Actualmente o Governo da República de Cabo Verde apresenta oficialmente um Sistema de Informação Territorial (SIT-CV), que constitui uma infra-estrutura de dados espaciais do arquipélago que põe à disposição dos utilizadores toda a informação geográfica produzida em Cabo Verde, utilizando as tecnologias modernas, com o apoio de vários parceiros internacionais (Tabela 4). Este serviço, que também se encontra disponível na internet, apresenta algumas das informações fundamentais para a gestão e ordenamento do território, nomeadamente as cartas topográficas, o modelo digital de terreno e os ortofotomapas das ilhas, seguindo as orientações padrão, de acordo com as especificações do OGC (Open Geospatial Consortium).
O OGC, anteriormente designado de Open GIS Consortium, é uma organização internacional, constituída por instituições de pesquisa de todo o mundo, que colaboram num processo de consenso aberto, com o objectivo de encorajar o desenvolvimento e implementação de softwares, padrões de conteúdos e serviços relacionados com os sistemas de informação geográfica e processamento de dados.

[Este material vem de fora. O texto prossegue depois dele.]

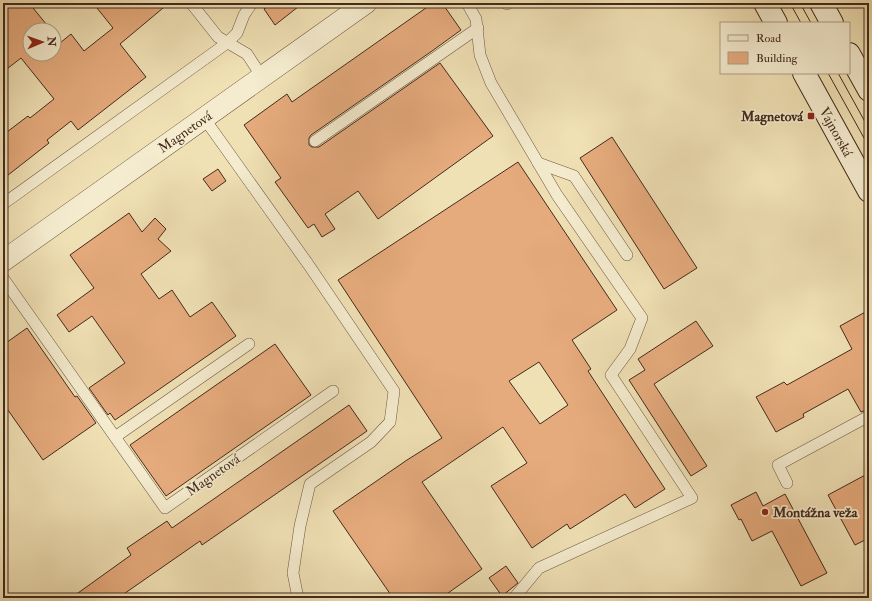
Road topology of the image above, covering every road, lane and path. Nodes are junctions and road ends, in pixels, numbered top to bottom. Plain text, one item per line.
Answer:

Graças a esta organização voluntária, actualmente existem padrões consensuais, que definem as políticas de apresentação de informação espacial aberta, garantindo a partilha e interoperabilidade entre os diferentes programas gratuitamente.
No caso em estudo, a análise e interpretação dos ortofotomapas e do mapa topográfico disponíveis fornecem todas as informações necessárias para a criação do SIG, designadamente as curvas de nível, pontos cotados, rede de drenagem entre outras.
Tabela 4: Caracterização da informação cartográfica disponível na página oficial do MAHOT-CV
Protocolo OGC: WMS
Descrição: Ortofotos (40 cm/px)
Direcção URL: http://idecv1.grafcan.es/CaboVerde/OrthoExpress? Data: 2010
Cobertura Territorial: Abrange todas as ilhas do País, excepto as ilhas de Santo Antão e Fogo. Informacção Técnica: As imagens foram obtidas a partir de vôos fotogramétricos a escala 1:25.000,
ortorectificadas, usando orientações directas dos voos e aerotriangulação e corrigidas
cromáticamente mediante processos semi-automáticos. Resolução de 40 cm/pixel. Erro planimétrico é inferior a 1,5 m (RMS < 1,5m).
Entidade Responsável: Unidade de Coordenação do Cadastro Predial (UCCP) do Ministério do
Ambiente Habitação e Ordenamento do Território (MAHOT)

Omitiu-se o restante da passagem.